An Experimental Analysis on Drone-Mounted Access Points for Improved Latency-Reliability

TL;DR

This paper experimentally evaluates drone-mounted Wi-Fi access points using LTE backhaul, demonstrating improved coverage and latency performance in outdoor environments, especially in NLoS conditions.

Contribution

It provides empirical data on the latency and coverage benefits of drone small cells with LTE backhaul in mixed LoS/NLoS outdoor scenarios.

Findings

DSCs extend coverage by 6.4% over LTE-direct links.

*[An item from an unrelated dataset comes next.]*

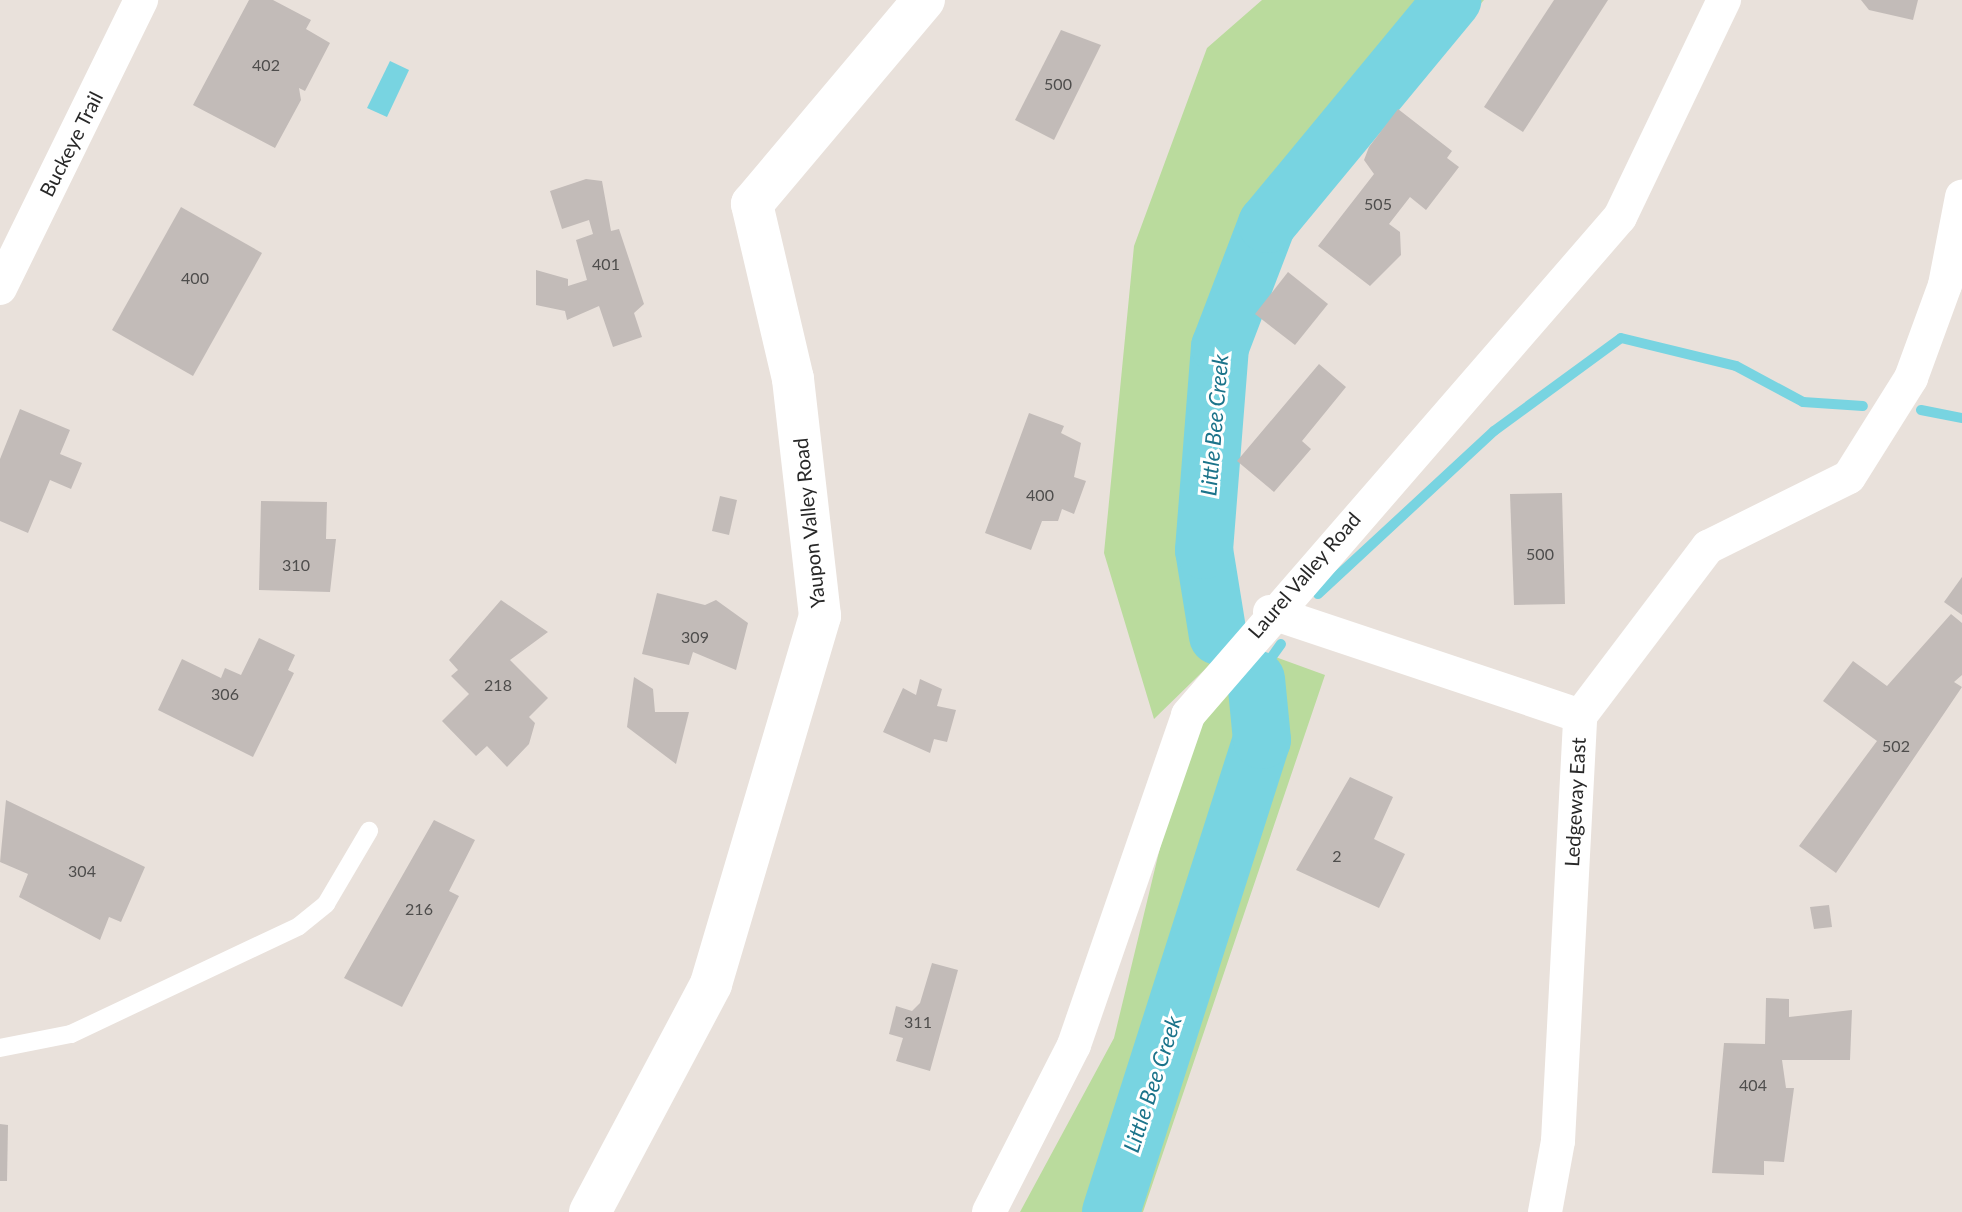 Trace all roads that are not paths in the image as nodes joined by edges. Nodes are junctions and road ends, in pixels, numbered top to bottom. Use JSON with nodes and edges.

95% of DSC latencies are below 50 ms.

Highest observed DSC latency is 1200 ms.

Abstract

The anticipated densification of contemporary communications infrastructure expects the use of drone small cells (DSCs). Thus, we experimentally evaluate the capability of providing local and personalized coverage with a drone mounted Wi-Fi access point that uses the nearby LTE infrastructure as a backhaul in areas with mixed line of sight(LoS) and Non-LoS (NLoS) links to the local cellular infrastructure. To assess the potential of DSCs for reliable and low latency communication of outdoor users, we measure the channel quality and the total round trip latency of the system. For a drone following the ground user, the DSC-provided network extends the coverage for an extra 6.4% when compared to the classical LTE-direct link. Moreover, the DSC setup provides latencies that are consistently smaller than 50 msfor 95% of the experiment. Within the coverage of the LTE-direct connection, we observed a latency ceiling of 120ms for 95% reliability of the LTE-direct connection. The highest latency observed for the DSC system was 1200ms, while the LTE-direct link never exceeded 500 ms. As such, DSC setups are not only essential in NLoS situations, but consistently improve the latency of users in outdoor scenarios.